Drastic cuts in catch have failed to reverse the decline of Gulf of Maine cod, which is in the worst shape seen in 40 years. Cod feed on the bottom of the ocean off New England, making them one of several groundfish caught in trawls and gillnets. While the Fisheries Service has cut allowable catch, poor monitoring means that fishermen may be throwing dead cod overboard rather than bringing them to port, which keeps mortality too high. The catch limits proposed by the New England Fishery Management Council keep fishing too high to rebuild the stock by 2024, as the Magnuson-Stevens Fishery Conservation and Management Act requires.
“The collapse of cod populations has cost tens of thousands of jobs, devastated fishing communities, and transformed the North Atlantic food web,” said John Hocevar, a marine biologist with Greenpeace. “We will not be able to restore the health of our ocean and the coastal communities which depend on it until we take the steps that the data show us are necessary.”

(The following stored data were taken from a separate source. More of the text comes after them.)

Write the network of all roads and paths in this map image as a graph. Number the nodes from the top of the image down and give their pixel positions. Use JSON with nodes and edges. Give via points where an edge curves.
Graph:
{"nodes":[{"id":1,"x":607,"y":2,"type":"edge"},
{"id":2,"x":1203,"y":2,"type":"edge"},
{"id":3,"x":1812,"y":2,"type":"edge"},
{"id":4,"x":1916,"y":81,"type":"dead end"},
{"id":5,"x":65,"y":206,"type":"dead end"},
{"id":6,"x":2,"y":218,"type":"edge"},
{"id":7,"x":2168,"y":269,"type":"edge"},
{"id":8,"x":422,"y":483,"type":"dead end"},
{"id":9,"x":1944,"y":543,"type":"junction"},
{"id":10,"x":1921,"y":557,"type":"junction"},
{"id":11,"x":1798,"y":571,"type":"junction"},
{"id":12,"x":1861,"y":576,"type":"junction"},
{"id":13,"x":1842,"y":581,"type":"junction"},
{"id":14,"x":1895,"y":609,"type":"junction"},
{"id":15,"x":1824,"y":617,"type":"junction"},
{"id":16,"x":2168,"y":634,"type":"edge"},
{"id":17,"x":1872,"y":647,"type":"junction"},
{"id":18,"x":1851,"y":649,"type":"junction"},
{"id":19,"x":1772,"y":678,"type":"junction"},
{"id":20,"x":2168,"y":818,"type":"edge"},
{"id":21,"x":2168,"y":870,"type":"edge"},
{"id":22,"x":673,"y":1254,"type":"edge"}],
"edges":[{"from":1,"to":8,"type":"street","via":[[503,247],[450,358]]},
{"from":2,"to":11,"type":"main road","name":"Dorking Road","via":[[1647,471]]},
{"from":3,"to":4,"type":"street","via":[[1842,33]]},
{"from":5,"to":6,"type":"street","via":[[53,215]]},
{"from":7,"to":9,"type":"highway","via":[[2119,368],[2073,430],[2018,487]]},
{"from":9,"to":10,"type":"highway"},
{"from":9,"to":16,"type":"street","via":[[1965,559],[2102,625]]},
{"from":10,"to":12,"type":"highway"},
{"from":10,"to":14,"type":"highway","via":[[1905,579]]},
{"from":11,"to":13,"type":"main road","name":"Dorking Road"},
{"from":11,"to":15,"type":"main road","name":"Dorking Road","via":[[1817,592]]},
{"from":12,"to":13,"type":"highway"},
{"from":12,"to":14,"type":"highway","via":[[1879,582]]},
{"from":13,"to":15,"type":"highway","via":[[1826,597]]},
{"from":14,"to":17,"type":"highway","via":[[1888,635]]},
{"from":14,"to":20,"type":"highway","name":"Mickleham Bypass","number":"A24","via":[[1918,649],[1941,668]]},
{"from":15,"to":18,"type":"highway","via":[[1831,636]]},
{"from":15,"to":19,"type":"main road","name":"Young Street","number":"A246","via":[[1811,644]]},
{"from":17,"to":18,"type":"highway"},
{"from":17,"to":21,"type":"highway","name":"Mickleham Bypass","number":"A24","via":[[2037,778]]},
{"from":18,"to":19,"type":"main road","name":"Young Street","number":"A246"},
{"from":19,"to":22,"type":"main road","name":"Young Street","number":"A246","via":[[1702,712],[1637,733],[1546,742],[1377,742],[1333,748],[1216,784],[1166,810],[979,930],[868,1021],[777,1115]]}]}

Although Gulf of Maine cod have been overfished for over a decade, a new assessment in August 2014 required the Fisheries Service to issue an emergency action, which included a 200-pound trip limit to reduce fishing for cod. The emergency action expires May 12, 2015. On Feb. 23, 2015, at the industry’s request, the Fisheries Service issued a proposed rule to create an exemption for several groundfish sectors, or groups of fishermen, from the interim measure’s trip limit.

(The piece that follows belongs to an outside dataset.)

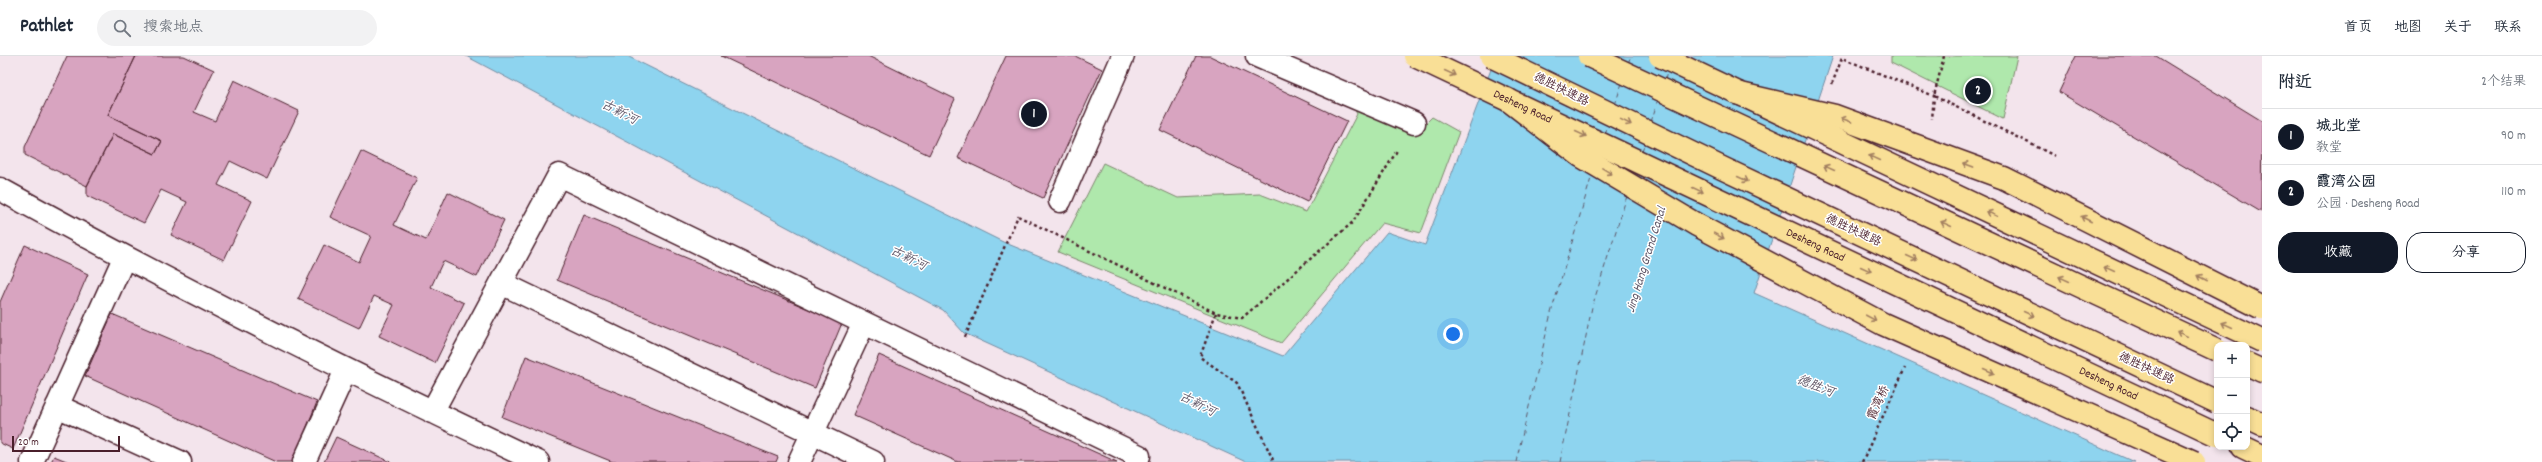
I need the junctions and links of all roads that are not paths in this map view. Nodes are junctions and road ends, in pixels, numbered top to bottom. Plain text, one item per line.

The drastic cuts in catch even prior to the emergency action caused the Fisheries Service to declare a federal fisheries disaster and Congress in 2014 to allocate $32.8 million in federal disaster money to the New England groundfish industry. Nonetheless, in its proposed catch limits for next season, the New England Fishery Management Council recommended catch limits above what the rebuilding plan allows to mitigate economic concerns.